WORK REQUIRED
Examine each line of the data. Copy those that contain the string "Armando".

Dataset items

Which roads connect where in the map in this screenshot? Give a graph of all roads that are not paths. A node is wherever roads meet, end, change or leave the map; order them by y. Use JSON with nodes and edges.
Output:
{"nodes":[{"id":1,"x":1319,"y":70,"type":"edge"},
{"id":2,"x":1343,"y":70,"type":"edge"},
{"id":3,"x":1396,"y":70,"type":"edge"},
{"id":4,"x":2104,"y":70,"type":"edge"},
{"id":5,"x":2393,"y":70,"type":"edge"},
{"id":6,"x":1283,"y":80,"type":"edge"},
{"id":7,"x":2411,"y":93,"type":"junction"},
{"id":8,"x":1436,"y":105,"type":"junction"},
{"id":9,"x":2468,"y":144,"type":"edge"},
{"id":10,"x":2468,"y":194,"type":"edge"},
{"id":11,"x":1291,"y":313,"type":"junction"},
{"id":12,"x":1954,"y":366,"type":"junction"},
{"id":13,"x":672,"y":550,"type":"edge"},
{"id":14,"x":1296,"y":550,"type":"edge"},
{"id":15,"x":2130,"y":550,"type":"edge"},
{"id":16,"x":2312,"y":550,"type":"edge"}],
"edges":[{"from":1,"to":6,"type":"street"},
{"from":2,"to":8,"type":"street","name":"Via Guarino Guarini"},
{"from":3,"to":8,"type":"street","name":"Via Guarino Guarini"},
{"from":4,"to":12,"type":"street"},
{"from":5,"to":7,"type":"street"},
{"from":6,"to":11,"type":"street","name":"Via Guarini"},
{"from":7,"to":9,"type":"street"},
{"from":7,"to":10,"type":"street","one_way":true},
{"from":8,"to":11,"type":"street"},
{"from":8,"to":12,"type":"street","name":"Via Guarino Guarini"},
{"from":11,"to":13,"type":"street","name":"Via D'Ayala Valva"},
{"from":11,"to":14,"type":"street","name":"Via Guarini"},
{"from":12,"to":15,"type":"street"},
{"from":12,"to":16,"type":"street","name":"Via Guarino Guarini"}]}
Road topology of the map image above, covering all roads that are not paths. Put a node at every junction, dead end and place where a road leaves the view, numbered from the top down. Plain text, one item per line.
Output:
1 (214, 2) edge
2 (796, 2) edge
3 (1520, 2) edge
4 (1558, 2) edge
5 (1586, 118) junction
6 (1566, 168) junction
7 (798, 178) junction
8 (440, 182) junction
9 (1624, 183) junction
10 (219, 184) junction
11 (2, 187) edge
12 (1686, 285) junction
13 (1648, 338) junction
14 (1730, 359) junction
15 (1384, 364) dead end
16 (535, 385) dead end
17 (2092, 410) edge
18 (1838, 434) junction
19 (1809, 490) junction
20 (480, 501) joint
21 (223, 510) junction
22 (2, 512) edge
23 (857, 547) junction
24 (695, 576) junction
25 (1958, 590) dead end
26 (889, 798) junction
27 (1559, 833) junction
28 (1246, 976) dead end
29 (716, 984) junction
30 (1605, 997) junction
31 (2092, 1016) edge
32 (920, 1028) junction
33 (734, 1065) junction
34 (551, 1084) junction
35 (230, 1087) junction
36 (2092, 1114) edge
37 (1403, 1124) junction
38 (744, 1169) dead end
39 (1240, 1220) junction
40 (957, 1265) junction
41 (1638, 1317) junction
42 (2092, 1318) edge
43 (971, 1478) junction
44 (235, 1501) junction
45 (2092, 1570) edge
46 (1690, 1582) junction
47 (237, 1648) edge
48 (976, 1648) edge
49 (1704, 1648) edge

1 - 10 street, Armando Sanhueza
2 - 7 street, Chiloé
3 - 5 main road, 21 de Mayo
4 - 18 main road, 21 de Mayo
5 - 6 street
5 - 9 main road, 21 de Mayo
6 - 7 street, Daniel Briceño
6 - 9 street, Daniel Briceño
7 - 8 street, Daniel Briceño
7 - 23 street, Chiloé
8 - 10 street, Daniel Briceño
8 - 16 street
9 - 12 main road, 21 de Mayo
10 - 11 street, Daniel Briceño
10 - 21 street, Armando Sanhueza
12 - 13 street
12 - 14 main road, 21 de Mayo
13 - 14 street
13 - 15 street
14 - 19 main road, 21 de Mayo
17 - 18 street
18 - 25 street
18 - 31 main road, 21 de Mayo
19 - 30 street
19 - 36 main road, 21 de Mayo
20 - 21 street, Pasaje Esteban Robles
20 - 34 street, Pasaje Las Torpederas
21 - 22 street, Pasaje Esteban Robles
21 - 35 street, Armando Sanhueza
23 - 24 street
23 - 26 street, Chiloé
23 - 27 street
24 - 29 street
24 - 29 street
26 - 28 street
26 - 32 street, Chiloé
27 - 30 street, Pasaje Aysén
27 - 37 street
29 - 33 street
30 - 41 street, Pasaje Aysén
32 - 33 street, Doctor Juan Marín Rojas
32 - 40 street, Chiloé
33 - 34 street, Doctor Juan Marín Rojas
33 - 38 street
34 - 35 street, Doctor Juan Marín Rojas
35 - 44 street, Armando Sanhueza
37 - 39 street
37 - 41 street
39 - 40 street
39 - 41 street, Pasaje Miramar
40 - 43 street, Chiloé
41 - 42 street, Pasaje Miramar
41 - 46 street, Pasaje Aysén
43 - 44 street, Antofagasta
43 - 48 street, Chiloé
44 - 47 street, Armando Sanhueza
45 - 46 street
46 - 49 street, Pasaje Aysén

REPLY
1 - 10 street, Armando Sanhueza
10 - 21 street, Armando Sanhueza
21 - 35 street, Armando Sanhueza
35 - 44 street, Armando Sanhueza
44 - 47 street, Armando Sanhueza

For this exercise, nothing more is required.